On one panel, display a list of the top 10 vocabulary words of your best forest with highest feature importance.

In another panel, display a list of 10 randomly chosen terms that have close-to-zero feature importance (any feature with importance less than 0.00001 is eligible).

Short Answer 2a in Report

Reflect on the contents of Figure 2. Do the included vocabulary terms that are "most important" appear reasonable? Is there anything confusing or that you have trouble explaining? Is there anything missing you would have expected?

Short Answer 2b in Report

When you fit random forests, you can adjust n_estimators to set the number of trees in your ensemble.
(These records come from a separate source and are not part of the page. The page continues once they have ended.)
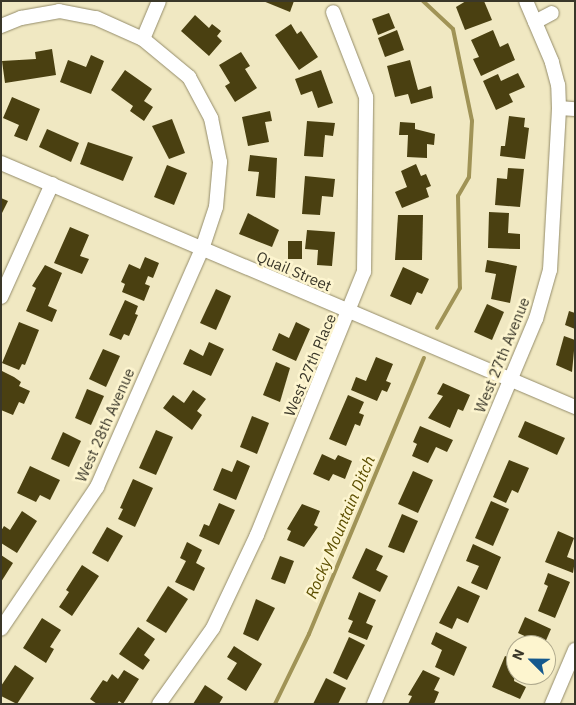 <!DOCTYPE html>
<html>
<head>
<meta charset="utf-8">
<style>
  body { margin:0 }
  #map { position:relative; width:576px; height:705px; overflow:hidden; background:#f0e8c2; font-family:"IBM Plex Sans",sans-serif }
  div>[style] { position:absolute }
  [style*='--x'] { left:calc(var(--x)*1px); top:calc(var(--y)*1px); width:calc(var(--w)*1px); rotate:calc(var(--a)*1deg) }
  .stream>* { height:4px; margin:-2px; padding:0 2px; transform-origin:2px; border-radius:2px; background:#a09356 }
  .building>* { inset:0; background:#4a4011 }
  .roads { filter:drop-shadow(0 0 1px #948c6a) drop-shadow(0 0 1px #948c6a) }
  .minor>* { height:14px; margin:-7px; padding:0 7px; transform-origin:7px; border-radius:7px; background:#fff }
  span { translate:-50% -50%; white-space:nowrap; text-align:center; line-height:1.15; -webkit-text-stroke:5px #fdf5cf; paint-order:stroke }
  .street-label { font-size:15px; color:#3a3729 }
  .water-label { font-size:16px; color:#5d4f00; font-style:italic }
  .frame { position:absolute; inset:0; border:2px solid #3a3729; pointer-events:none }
  .north { position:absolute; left:506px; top:635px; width:50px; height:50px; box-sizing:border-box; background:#fdf5cf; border:1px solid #afa98d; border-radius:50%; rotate:293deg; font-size:14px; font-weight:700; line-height:20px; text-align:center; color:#3a3729 }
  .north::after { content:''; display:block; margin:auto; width:18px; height:22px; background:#15598e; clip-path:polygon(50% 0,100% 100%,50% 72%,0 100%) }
</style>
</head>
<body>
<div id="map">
  <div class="stream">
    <div style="--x:423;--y:1;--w:41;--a:43"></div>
    <div style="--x:453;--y:29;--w:94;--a:78.3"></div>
    <div style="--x:472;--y:121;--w:56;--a:93.1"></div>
    <div style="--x:469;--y:177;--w:22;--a:120"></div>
    <div style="--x:458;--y:196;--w:92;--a:88.8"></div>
    <div style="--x:460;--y:288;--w:46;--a:119.9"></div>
    <div style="--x:275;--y:704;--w:78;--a:-64.1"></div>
    <div style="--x:309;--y:634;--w:299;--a:-67.4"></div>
  </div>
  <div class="building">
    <div style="clip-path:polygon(263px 1px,294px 1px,290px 12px)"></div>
    <div style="clip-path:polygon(466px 1px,484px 1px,492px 20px,465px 30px,456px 7px)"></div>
    <div style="clip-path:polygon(389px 13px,395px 28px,378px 35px,372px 19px)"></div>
    <div style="clip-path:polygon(195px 15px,209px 28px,212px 24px,221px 31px,217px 36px,222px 41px,209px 56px,181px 31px)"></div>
    <div style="clip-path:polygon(291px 24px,297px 34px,301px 31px,318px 57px,299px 70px,275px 35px)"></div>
    <div style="clip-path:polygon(397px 30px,404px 50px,385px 57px,378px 38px)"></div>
    <div style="clip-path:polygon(493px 30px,500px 47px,508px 43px,515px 60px,481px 76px,473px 59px,479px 57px,471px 40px)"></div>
    <div style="clip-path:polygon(52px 49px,56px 75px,5px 83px,2px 61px,36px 59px,35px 52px)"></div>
    <div style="clip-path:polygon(241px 52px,250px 66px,245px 69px,257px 88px,235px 102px,225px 86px,230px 83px,219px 65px)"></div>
    <div style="clip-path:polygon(91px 55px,104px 61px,91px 94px,60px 82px,68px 60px,86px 67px)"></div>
    <div style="clip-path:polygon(410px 60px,418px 90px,431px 86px,433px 98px,411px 104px,408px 94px,395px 97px,387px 66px)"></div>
    <div style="clip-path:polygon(125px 70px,152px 89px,144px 101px,153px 107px,144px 121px,130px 111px,133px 106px,111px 90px)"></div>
    <div style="clip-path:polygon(321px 70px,333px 103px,318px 108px,312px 91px,301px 95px,295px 79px)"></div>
    <div style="clip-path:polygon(518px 73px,525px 87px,509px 94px,513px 102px,496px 110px,483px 81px,498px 74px,501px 81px)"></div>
    <div style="clip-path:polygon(12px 97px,40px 109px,27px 141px,14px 136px,19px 125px,3px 118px)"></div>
    <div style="clip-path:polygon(270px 111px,272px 121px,265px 122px,269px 142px,248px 146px,242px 117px)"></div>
    <div style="clip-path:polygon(509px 116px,525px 118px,524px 127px,529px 128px,525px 159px,500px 156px,501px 146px,505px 146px)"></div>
    <div style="clip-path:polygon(172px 119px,185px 153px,169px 159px,152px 126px)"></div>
    <div style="clip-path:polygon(307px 121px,335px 123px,333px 136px,325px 135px,323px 157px,304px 156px)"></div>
    <div style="clip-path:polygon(400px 122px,415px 123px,415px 129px,435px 134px,434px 145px,427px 144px,427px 158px,407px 157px,408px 135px,399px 135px)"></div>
    <div style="clip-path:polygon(47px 129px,79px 143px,71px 162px,39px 147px)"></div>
    <div style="clip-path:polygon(88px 142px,133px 157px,123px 181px,80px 164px)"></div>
    <div style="clip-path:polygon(250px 155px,277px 158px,275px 198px,256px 196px,259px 172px,248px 171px)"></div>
    <div style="clip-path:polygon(416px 164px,421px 176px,426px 174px,431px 186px,426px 188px,429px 197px,402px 208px,395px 192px,407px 187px,401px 171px)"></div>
    <div style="clip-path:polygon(167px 165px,187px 173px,174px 205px,154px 197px)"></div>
    <div style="clip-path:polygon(508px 168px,524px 169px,520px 207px,495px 205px,497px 178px,507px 179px)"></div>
    <div style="clip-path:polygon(305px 176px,335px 179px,333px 197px,322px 196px,320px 215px,302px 214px)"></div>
    <div style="clip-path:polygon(1px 198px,8px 201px,1px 215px)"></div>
    <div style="clip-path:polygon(489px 212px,509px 213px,508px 233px,520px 234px,520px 249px,488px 248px)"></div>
    <div style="clip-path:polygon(248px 213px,279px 230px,272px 247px,239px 234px)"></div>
    <div style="clip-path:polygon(398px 215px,423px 215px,422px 260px,395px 260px)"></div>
    <div style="clip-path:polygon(70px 227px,89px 235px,80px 256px,89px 259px,82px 274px,54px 263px)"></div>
    <div style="clip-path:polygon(307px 230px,335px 232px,332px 266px,317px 265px,318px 250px,305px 249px)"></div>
    <div style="clip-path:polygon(288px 241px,302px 241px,302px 259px,288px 259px)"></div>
    <div style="clip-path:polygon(145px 257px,159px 263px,153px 278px,148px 276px,145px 284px,150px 286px,144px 301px,122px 292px,125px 284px,121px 282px,129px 264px,140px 269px)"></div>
    <div style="clip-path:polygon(487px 260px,517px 266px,510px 303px,491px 299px,496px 274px,485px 272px)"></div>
    <div style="clip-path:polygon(45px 265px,62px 273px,48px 306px,57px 310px,52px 322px,26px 311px,36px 288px,32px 286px)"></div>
    <div style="clip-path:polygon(403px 267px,429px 279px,422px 294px,417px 292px,411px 305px,390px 296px)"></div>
    <div style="clip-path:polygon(216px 289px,231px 296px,216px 330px,200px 323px)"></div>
    <div style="clip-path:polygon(125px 300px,138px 306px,135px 314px,138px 315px,129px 336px,124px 334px,121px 340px,109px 335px)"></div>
    <div style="clip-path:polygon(487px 304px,504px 312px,492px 340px,474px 332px)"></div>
    <div style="clip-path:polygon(569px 311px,575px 313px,575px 329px,565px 325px)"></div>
    <div style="clip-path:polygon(19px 322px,39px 330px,25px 365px,22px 364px,19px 370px,2px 363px)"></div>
    <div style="clip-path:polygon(296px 322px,310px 329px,296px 361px,272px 350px,279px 333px,289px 338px)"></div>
    <div style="clip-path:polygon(564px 336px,575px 340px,572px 372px,556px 365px)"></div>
    <div style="clip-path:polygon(209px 342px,224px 349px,211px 376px,183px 364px,190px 349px,203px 356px)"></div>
    <div style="clip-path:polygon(103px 349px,120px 356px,106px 387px,89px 379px)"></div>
    <div style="clip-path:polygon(376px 357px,393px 364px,386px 381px,391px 383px,387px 392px,382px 390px,377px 401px,351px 390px,356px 377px,366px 381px)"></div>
    <div style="clip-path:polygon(276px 362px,290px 368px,280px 402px,263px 395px)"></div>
    <div style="clip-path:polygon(2px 371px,14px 377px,21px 382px,19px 386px,30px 391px,24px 404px,19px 402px,13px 415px,1px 410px)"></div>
    <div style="clip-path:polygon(443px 383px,470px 395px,463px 411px,458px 409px,450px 428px,428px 418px,443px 396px,437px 394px)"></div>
    <div style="clip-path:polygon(87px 389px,104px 396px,91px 425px,75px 418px)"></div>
    <div style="clip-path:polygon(193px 390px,206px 399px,197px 411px,202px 415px,192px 430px,163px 408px,173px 395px,184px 403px)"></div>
    <div style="clip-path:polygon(348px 395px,364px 402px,359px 413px,364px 415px,360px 426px,355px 424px,346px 446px,329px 439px)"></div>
    <div style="clip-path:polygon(252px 416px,269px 423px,257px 454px,240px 447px)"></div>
    <div style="clip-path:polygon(525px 421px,565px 438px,557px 455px,518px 437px)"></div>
    <div style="clip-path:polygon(420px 426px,453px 440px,447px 452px,436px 447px,428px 463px,412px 456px,417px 444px,413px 442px)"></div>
    <div style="clip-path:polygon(156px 430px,173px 437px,156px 475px,139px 468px)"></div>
    <div style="clip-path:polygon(63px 432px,81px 441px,69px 467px,51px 459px)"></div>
    <div style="clip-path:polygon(322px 454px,335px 460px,338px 455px,352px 461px,345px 479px,333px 474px,329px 481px,313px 474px)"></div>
    <div style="clip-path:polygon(237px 460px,250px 466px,236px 500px,213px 490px,222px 468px,232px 472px)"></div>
    <div style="clip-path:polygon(509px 460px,529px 468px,518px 493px,512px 490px,506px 503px,493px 497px)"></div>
    <div style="clip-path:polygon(30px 466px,60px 480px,50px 500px,40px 495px,36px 502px,17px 493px)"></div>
    <div style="clip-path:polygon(413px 471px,433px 480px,418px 513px,398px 504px)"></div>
    <div style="clip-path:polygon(133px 479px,153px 488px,135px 527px,118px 519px,123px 509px,120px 508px)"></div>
    <div style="clip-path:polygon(491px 501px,509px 509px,493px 546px,475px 538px)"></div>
    <div style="clip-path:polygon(219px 503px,235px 510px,219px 545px,199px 536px,204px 524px,209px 526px)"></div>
    <div style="clip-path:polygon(302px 504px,320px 511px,314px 525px,318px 527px,304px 547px,287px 540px,291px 531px,287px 529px)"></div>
    <div style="clip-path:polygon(22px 511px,37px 521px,17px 553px,1px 543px,1px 531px,4px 526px,10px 530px)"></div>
    <div style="clip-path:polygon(402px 514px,418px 521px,404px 553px,388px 547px)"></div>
    <div style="clip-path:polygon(107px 527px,123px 536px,108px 562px,92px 553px)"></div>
    <div style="clip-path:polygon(558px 531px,574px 538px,567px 557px,575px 560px,573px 573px,545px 562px)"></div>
    <div style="clip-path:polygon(187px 542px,202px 550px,196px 563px,205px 568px,194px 591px,175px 582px,186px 561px,180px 558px)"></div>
    <div style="clip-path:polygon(473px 544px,501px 557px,487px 590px,471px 583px,479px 566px,466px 561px)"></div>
    <div style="clip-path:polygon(366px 548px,383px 556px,376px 570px,388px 576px,380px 592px,352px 578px)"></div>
    <div style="clip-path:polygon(1px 555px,13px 563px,1px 582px)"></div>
    <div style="clip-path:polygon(280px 556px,294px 561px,285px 584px,271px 579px)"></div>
    <div style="clip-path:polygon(82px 565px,99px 576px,72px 616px,59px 607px,69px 592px,66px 590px)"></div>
    <div style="clip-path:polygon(548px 573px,570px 582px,555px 618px,538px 611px,548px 586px,544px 584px)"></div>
    <div style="clip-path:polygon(168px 586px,188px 599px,166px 633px,146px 621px)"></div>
    <div style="clip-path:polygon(458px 586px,480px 596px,468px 623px,457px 618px,452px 629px,439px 623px)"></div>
    <div style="clip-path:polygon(359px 592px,376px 600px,366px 623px,373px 626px,367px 640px,348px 632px,353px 621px,348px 619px)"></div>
    <div style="clip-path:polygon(256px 599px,275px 608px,258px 641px,243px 634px)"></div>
    <div style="clip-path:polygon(525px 617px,551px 629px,544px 645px,526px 645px,529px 638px,518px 633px)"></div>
    <div style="clip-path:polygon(42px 618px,61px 630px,50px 647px,54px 649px,46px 663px,23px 648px)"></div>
    <div style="clip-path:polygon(138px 627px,155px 639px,144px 655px,150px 660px,143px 670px,119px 654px)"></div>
    <div style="clip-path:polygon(436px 632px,467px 647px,454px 676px,435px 667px,442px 650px,431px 644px)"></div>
    <div style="clip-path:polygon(349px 637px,365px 645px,347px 680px,333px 673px)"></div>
    <div style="clip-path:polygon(234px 646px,262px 664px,246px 691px,227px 679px,237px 663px,227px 657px)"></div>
    <div style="clip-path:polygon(505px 656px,516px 660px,514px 681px,526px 687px,520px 699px,492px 687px)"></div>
    <div style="clip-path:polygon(15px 665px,34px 678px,17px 704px,1px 696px,1px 686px)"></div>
    <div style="clip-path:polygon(124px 670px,139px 679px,123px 704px,119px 701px,117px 704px,97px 704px,90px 699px,103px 680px,107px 682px,112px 674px,118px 679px)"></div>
    <div style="clip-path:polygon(423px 670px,440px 678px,434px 690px,439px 692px,434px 704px,408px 704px,412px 696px,408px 695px)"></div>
    <div style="clip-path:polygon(326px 678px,346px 688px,338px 704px,313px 704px)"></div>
    <div style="clip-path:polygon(205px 685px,223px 697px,219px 704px,193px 704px)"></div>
  </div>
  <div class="roads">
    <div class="minor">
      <div style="--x:535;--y:22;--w:19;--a:-28"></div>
      <div style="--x:1;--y:26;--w:22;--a:-22"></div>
      <div style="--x:21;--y:18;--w:39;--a:-10"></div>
      <div style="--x:59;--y:11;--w:38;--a:11"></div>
      <div style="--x:96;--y:18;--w:51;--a:24.1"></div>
      <div style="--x:143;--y:39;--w:60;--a:39.6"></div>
      <div style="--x:189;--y:77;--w:47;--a:61.8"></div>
      <div style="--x:211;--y:118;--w:45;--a:78.4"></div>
      <div style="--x:220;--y:162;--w:45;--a:95.1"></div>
      <div style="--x:216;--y:207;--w:44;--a:108.4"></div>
      <div style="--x:202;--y:249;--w:260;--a:113.8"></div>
      <div style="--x:97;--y:487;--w:171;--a:124.1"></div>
      <div style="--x:143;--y:39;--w:41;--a:-67.2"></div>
      <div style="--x:559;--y:108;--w:16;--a:4"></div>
      <div style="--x:1;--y:163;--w:624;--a:23.03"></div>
      <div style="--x:1;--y:297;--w:124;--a:-65.7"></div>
      <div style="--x:159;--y:704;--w:93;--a:-54.6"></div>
      <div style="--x:213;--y:628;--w:103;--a:-64.7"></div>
      <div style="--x:257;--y:535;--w:284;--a:-67.9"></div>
      <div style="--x:364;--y:272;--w:175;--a:-89.3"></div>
      <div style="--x:366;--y:97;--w:91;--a:-111.2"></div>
      <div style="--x:374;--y:704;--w:418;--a:-67.2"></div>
      <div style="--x:536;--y:319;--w:51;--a:-74.1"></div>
      <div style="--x:550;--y:270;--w:162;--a:-86.8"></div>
      <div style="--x:559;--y:108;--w:23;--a:-92"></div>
      <div style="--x:558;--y:85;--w:24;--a:-105"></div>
      <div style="--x:552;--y:62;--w:66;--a:-113.1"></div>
      <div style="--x:552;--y:704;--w:59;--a:-66.9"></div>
    </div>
  </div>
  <div class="street-label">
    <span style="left:294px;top:271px;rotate:23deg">Quail Street</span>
    <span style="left:502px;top:355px;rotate:-68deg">West 27th Avenue</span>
    <span style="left:310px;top:365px;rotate:-67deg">West 27th Place</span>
    <span style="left:105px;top:425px;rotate:-66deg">West 28th Avenue</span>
  </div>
  <div class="water-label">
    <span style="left:340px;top:527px;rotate:-67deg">Rocky Mountain Ditch</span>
  </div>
  <div class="frame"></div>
  <div class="north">N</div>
</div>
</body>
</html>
What is the primary tradeoff this hyperparameter controls? Can you overfit by setting this too large?

Problem 3: Comparing Trees to Linear Models for Review Classification (20% of report grade)

In this problem, you'll think about comparing trees to models with linear decision boundaries (logistic regression).

We'll specifically look at an L1-penalized logistic regression (aka "Lasso"), since we want an interpretable model.

Short Answer 3a in Report

Specifically for binary bag-of-words features, can you describe a reason where you'd expect a tree model to outperform a (thresholded) linear model? What kinds of logic can a tree encode about the presence or absence of vocabulary words in text that a logistic regression model cannot?

Implementation Step 3A: Selecting the best logistic regression with L1 penalty

Perform a grid search for LogisticRegression classifier with the following settings:

  • Performance metric to optimize: "balanced_accuracy"
  • Source of heldout data: the provided fixed validation set
  • C in np.logspace(-4, 4, 9)
  • penalty set to 'l1', since we want a more interpretable model with sparse weights.
  • solver set to 'saga' (needed to handle the L1 penalty)
  • All other settings at default values

Table 3 in Report

In one table, show the train, validation, and test set performance (in terms of balanced accuracy).

  • Include 3 columns, one for each dataset (train/valid/test)
  • Include 4 rows:
    • Simple decision tree
    • Best decision tree
    • Best random forest
    • Best L1-penalized Logistic Regresion

Include a brief caption summarizing your conclusions. Which model does best on the test set? Would we have expected that from the validation set performance?